Segment Open

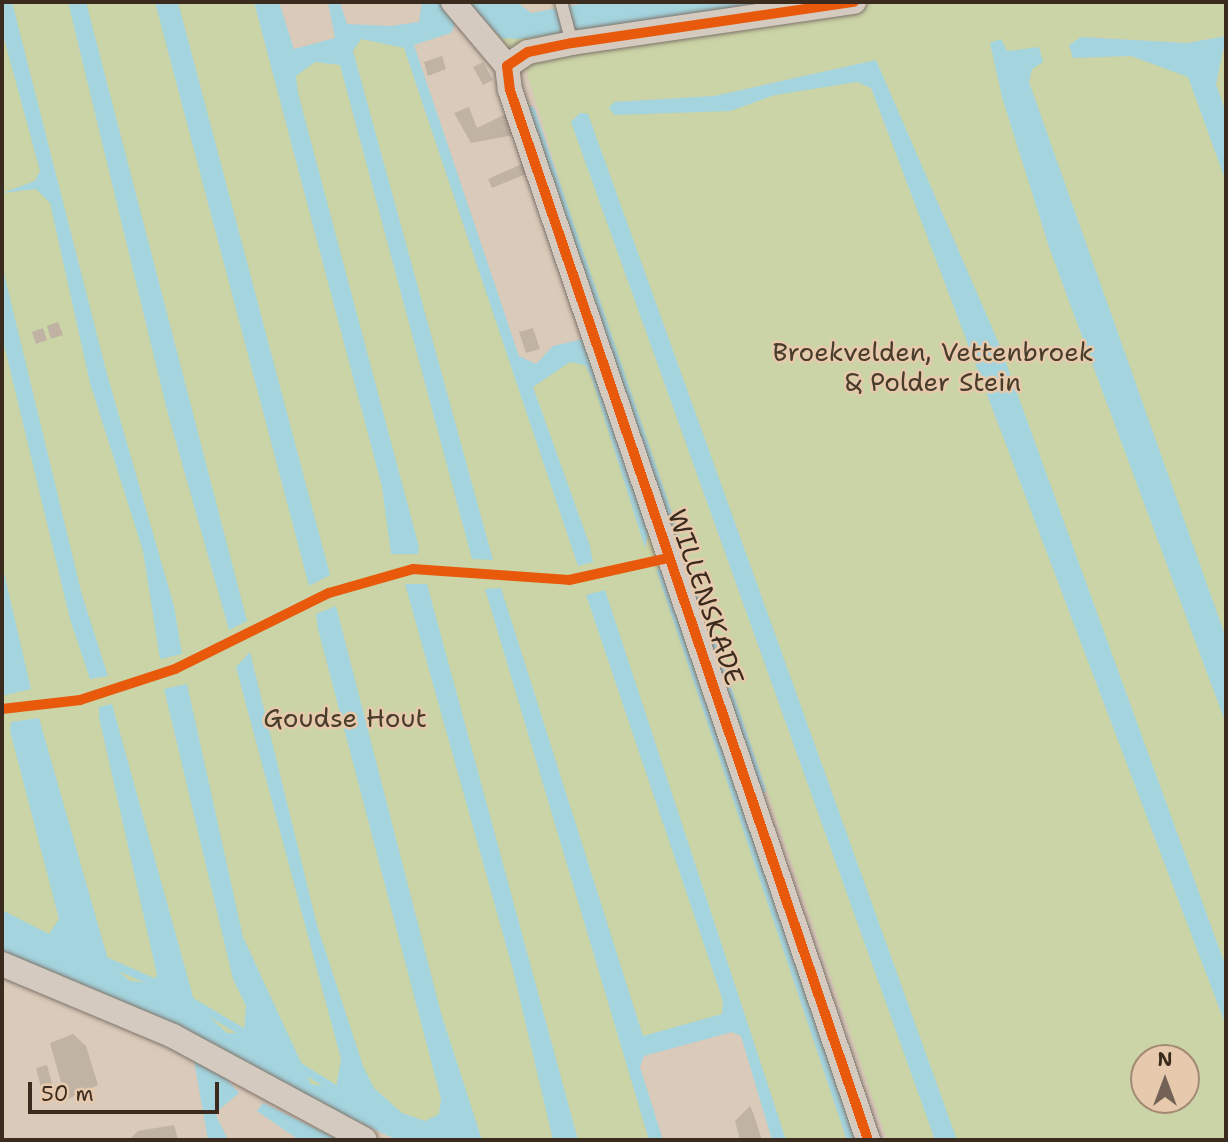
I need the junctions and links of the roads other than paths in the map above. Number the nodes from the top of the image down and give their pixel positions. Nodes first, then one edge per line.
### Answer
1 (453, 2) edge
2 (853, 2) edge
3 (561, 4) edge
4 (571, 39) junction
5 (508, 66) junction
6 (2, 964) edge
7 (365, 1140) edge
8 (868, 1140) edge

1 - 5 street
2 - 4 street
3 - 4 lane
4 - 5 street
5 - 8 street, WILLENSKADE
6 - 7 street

Segment Closed

▶ **Exercise requirements**
Write the entries out again exactly as they appear, with the pictures omitted.

▶ **Task solution**
I need the junctions and links of the roads other than paths in the map above. Number the nodes from the top of the image down and give their pixel positions. Nodes first, then one edge per line.
### Answer
1 (453, 2) edge
2 (853, 2) edge
3 (561, 4) edge
4 (571, 39) junction
5 (508, 66) junction
6 (2, 964) edge
7 (365, 1140) edge
8 (868, 1140) edge

1 - 5 street
2 - 4 street
3 - 4 lane
4 - 5 street
5 - 8 street, WILLENSKADE
6 - 7 street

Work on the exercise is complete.